Scientific American looked at 30 signatures (at random) from the petition and 26 were verified as being scientists. Of the eleven who said they still agreed with the petition, only one was a climate researcher with releveant research experience, two had relevant expertise, and eight said they signed on the basis of informal knowledge. Six said they would not sign today, three couldn't remember it, one was dead, and five did not respond.
DeSmogBlog has the most comprehensive rundown on the topic I've found :
http://www.desmogblog.com/node/1067
Here's another one - "Another Climate Change Scientist Tells Skeptics: Stop Misusing My Research"
http://www.ecoearth.info/shared/reader/welcome.aspx?linkid=58817&keybold...
To answer your question in a general way - yes - the climate has changed in the past. So what ?
The question is, do rising CO2 levels change the climate. The scientific consensus (as per the IPCC and peer reviewed literature) is that yes, they do.
Or to put it another way - people used to get lung cancer before tobacco smoking became a common past-time. People who don't smoke can get lung cancer today. Do you believe that smoking doesn't cause lung cancer ?
Somewhat ironically, I used to like the HR Nicholls Society and don't object to many of their positions - but their position on global warming is just criminal.
I take nothing on face value Gav, otherwise I would not have forwarded the question. I would simply have accepted the overwhelmingly popular veiw repeated by 99%+ of people, 99% of whom are not climate scientists either. In other words, most people are simply taking what they hear on the subject on face value. I appreciate that you have taken the time to dig up some more info on this, my main focus has been elsewhere. Which means I will have to put that aside so I can go searching for and ploughing through as much climate change literature as possible.
If I come to the conclusion that there is overwhelming evidence that current climate change is largely or entirely man-made, I will cheerfully admit it and come back to the fold on this one.

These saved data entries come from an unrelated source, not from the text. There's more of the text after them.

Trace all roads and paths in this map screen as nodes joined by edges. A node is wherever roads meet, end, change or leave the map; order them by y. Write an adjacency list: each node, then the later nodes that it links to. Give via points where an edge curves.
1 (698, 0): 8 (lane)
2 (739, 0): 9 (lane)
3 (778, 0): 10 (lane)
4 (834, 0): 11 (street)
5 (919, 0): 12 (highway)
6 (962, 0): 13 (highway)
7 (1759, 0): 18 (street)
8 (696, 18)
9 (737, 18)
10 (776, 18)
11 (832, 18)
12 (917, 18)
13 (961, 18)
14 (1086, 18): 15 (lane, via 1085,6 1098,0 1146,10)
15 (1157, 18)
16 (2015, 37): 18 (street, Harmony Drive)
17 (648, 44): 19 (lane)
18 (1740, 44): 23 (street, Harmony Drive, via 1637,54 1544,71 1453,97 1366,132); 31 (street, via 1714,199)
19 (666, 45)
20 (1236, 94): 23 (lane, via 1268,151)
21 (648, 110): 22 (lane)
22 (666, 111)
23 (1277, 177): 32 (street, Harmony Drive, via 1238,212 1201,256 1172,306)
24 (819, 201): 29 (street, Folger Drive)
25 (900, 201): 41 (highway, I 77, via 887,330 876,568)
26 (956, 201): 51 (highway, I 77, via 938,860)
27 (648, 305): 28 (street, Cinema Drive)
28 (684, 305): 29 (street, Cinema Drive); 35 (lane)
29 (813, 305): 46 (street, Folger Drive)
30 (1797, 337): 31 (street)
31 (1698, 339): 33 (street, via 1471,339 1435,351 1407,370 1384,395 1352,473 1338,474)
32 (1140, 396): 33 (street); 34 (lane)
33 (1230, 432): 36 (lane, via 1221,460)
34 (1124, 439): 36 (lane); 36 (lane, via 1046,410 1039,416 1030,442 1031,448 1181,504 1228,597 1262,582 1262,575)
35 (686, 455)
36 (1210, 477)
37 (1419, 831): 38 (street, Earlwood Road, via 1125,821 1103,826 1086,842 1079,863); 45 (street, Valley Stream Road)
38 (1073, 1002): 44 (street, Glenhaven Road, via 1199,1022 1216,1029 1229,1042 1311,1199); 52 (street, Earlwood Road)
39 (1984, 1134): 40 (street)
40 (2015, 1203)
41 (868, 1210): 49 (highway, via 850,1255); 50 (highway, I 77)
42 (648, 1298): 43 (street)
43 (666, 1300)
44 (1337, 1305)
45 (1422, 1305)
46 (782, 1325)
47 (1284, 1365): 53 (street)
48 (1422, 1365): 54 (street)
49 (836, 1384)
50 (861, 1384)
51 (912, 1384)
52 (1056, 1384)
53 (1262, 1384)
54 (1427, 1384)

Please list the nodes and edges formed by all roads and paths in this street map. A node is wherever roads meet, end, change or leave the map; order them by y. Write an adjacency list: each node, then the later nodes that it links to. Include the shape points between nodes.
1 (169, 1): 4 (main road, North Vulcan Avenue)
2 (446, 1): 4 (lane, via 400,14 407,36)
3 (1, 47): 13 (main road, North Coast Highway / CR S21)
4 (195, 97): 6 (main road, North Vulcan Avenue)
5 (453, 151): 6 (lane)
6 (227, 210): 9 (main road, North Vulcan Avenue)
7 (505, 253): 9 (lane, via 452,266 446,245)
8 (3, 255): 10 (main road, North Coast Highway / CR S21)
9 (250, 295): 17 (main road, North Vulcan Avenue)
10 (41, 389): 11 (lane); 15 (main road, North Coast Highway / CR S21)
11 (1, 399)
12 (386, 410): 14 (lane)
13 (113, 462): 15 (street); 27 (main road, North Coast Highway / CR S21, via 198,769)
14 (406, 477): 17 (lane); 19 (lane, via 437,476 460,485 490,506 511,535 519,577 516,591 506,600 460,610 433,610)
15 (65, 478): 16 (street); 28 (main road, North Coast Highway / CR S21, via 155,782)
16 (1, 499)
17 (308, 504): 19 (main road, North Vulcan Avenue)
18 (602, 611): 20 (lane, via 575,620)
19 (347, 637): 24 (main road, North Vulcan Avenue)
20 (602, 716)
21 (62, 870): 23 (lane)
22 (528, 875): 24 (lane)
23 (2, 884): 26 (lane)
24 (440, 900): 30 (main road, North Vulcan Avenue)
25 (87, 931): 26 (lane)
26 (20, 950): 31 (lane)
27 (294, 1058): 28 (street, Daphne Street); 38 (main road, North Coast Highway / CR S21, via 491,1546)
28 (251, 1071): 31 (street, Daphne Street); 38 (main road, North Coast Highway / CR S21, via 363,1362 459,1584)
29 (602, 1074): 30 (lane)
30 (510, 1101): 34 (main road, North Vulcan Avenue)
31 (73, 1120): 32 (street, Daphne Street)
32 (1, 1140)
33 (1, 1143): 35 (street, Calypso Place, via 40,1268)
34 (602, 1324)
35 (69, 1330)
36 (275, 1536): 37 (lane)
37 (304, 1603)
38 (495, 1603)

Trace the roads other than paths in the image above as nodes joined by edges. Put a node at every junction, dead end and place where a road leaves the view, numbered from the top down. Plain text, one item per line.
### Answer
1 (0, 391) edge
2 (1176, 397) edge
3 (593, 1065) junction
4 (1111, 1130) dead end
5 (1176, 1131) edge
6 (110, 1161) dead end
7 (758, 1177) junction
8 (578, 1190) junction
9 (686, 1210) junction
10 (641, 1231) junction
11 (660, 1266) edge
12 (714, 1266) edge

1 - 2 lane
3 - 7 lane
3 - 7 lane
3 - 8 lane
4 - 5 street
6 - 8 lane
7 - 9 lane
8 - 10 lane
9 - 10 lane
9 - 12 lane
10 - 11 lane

But right now all I have is: climates have swung wildly many, many times in the past without any help from us - but this time it's different. It's definately us.
If the data had shown a long term history of climatic stability, I would have little doubt that carbon emissions were behind it all. But I still need a bit more convincing yet.
Lefty,
It is possible to reach your own conclusions rapidly by reading the references above. I commend you to do so - and please do let us know how you go.
Gee, I'm very impressed with all the midnight oil that Gav has burned to try and help you out. - My only complaint is that he may have drowned out the info that I sent you about four posts up, about the exact cause of the "natural" cycles, and why we're sure that the current warming is not "natural".. ;-)
I've personally known about the Greenhouse Effect for 33 years, (in fact the first recognition of anthropomorphic warming was back before WW2 by Guy Stewart Callendar) and I've constantly been amazed at the lack of political action about a problem that's been staring us in the face. But there are many people who've put short-term profit before the long-term viability of their own planet - like David Evans.
Thanks for the links Gav and Cretaceous.
Having absorbed that, it does seem a bit more likely to me now that human activity is at least a major influence. Being new to the technicalities underlying this particular debate, simply accepting the assertion that current climate change is largely or entirely man-made would have been taking the most popular veiw at unquestioning face value.
I am cautious about simply accepting veiwpoints these days, even if I like the sound of them. I waited for the inevitable revolution - it never came. I became a permaculturalist and waited for the inevitable collapse of modern society due to the rape and pillage of the "delicate balance" of nature - it never came (yet). Unless we are talking about death and taxes, we need to be very carefull with the use of the word "ineveitable" because a crystal ball we do not have.